#### [ACTION ITEM]
Look below for lines that hold the string "Новосельская" and copy each one.
[DATA SHOWN Boundary: Start]
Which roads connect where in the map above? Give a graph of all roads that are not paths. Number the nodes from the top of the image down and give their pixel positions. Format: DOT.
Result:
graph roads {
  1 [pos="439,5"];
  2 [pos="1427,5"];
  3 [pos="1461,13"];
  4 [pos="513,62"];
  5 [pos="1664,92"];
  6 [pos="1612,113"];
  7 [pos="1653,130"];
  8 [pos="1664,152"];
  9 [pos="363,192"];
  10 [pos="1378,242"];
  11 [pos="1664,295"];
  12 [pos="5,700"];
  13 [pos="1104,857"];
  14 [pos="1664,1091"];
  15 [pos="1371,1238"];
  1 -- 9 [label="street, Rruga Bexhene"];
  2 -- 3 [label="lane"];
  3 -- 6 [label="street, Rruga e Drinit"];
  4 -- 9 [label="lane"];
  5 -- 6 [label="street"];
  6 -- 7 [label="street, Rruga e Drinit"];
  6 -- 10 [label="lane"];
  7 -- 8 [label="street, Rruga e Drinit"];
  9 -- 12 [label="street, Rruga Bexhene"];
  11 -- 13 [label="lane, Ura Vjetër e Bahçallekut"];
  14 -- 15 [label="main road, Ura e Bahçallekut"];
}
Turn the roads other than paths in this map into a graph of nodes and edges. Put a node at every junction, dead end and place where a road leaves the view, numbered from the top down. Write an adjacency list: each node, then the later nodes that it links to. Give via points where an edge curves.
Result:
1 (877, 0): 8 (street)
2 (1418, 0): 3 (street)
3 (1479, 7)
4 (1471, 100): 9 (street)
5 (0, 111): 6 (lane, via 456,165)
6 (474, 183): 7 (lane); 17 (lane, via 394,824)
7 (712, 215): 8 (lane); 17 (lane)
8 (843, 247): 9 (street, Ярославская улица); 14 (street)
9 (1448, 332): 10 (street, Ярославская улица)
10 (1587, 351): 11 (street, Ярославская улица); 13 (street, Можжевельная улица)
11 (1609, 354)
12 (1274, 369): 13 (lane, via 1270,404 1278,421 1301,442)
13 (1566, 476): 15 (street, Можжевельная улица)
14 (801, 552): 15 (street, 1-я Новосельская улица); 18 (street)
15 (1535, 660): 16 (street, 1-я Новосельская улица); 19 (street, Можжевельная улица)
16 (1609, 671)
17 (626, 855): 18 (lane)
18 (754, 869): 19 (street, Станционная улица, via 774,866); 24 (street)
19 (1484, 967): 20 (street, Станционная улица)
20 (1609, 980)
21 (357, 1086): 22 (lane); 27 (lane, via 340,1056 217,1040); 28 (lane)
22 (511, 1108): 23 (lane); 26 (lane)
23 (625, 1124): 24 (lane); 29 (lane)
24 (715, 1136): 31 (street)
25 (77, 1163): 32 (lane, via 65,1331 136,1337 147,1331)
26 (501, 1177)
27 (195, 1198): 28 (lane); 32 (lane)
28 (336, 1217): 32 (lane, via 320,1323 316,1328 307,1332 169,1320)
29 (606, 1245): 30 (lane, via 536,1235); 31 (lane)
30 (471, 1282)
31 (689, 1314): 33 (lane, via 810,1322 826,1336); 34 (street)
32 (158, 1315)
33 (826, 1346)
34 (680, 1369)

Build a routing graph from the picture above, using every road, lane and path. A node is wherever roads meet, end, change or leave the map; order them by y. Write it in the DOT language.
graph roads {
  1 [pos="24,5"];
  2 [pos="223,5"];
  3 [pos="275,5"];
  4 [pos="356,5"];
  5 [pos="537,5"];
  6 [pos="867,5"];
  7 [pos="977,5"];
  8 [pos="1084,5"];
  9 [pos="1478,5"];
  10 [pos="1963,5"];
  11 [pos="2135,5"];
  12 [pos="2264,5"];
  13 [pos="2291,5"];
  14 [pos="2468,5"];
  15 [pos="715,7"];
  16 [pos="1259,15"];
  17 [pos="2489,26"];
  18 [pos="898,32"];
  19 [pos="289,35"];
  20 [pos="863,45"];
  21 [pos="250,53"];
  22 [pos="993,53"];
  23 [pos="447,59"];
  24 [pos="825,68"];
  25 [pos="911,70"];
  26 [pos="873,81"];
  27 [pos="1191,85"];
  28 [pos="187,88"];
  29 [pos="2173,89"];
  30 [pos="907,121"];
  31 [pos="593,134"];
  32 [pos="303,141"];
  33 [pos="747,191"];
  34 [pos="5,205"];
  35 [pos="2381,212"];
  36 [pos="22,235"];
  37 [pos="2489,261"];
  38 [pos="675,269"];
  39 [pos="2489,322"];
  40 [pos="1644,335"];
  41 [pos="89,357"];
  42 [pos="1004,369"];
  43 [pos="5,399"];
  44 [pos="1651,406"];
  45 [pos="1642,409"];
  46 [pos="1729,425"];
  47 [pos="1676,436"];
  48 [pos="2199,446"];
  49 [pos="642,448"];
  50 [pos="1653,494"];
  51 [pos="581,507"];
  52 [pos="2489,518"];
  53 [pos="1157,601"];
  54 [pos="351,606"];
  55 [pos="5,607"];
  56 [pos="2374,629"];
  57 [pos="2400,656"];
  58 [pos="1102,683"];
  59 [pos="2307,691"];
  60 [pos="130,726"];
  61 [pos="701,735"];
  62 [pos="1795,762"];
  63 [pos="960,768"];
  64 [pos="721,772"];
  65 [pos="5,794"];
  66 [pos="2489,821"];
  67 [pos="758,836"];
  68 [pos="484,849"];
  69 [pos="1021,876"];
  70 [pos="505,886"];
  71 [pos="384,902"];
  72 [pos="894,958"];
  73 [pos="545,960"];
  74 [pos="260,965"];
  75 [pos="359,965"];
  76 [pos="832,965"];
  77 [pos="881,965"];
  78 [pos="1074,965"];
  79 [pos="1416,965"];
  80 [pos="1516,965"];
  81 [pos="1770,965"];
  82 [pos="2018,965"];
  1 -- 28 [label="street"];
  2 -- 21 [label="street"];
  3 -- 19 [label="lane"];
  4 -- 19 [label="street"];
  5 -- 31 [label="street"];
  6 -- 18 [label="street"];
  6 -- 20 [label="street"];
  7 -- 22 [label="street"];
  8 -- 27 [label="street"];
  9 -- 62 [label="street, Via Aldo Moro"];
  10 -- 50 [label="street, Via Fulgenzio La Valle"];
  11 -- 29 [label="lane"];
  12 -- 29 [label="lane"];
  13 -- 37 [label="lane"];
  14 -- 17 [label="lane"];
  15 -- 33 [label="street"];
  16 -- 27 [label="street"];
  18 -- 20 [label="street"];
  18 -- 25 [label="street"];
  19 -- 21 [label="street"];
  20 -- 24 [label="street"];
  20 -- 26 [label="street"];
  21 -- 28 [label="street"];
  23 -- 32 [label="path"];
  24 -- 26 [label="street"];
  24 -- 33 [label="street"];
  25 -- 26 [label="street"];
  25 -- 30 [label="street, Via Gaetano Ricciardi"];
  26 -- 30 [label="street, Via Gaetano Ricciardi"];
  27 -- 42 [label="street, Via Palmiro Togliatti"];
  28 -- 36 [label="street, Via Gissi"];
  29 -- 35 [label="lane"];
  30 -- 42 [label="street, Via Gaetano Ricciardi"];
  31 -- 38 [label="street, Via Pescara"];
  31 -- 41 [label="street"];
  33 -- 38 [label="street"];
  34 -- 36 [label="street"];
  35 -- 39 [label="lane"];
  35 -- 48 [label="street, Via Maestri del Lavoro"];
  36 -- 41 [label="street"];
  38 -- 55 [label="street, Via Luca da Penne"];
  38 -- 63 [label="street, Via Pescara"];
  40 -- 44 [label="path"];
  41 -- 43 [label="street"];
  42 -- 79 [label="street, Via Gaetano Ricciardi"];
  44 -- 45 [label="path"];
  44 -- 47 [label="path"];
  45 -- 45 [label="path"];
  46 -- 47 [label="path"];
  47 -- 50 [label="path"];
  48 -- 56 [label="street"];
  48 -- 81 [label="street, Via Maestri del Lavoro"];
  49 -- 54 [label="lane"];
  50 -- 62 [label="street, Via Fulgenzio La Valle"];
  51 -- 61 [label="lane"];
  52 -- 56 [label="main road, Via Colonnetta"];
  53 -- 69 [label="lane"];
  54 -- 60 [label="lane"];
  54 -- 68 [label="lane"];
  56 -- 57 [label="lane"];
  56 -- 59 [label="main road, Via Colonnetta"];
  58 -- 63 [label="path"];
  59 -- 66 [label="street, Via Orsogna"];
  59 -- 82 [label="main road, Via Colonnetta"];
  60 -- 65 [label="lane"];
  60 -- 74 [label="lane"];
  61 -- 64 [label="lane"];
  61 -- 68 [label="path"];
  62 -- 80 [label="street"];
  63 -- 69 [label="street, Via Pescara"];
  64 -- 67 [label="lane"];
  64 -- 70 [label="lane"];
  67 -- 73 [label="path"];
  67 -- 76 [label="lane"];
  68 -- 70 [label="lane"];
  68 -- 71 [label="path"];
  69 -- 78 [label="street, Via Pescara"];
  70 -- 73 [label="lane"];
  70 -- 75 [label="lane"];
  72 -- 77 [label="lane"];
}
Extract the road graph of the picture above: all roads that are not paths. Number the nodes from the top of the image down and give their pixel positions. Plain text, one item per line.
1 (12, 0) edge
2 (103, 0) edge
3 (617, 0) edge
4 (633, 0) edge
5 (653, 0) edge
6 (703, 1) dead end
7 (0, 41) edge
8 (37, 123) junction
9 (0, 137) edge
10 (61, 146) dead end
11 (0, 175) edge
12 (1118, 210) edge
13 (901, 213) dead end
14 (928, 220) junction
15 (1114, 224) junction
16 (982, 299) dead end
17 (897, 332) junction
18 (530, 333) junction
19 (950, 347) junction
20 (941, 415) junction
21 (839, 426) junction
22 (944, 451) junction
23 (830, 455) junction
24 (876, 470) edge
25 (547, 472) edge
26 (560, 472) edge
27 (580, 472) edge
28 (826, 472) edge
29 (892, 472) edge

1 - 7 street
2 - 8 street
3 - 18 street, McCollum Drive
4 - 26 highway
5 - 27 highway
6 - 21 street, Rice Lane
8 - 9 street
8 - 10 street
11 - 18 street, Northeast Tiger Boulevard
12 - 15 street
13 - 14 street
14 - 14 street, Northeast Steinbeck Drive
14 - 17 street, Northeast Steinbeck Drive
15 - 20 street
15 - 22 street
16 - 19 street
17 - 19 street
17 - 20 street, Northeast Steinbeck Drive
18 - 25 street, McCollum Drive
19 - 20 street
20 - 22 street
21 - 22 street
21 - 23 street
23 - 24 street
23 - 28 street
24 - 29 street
[DATA SHOWN Boundary: End]
#### [YOUR RESPONSE]
14 (801, 552): 15 (street, 1-я Новосельская улица); 18 (street)
15 (1535, 660): 16 (street, 1-я Новосельская улица); 19 (street, Можжевельная улица)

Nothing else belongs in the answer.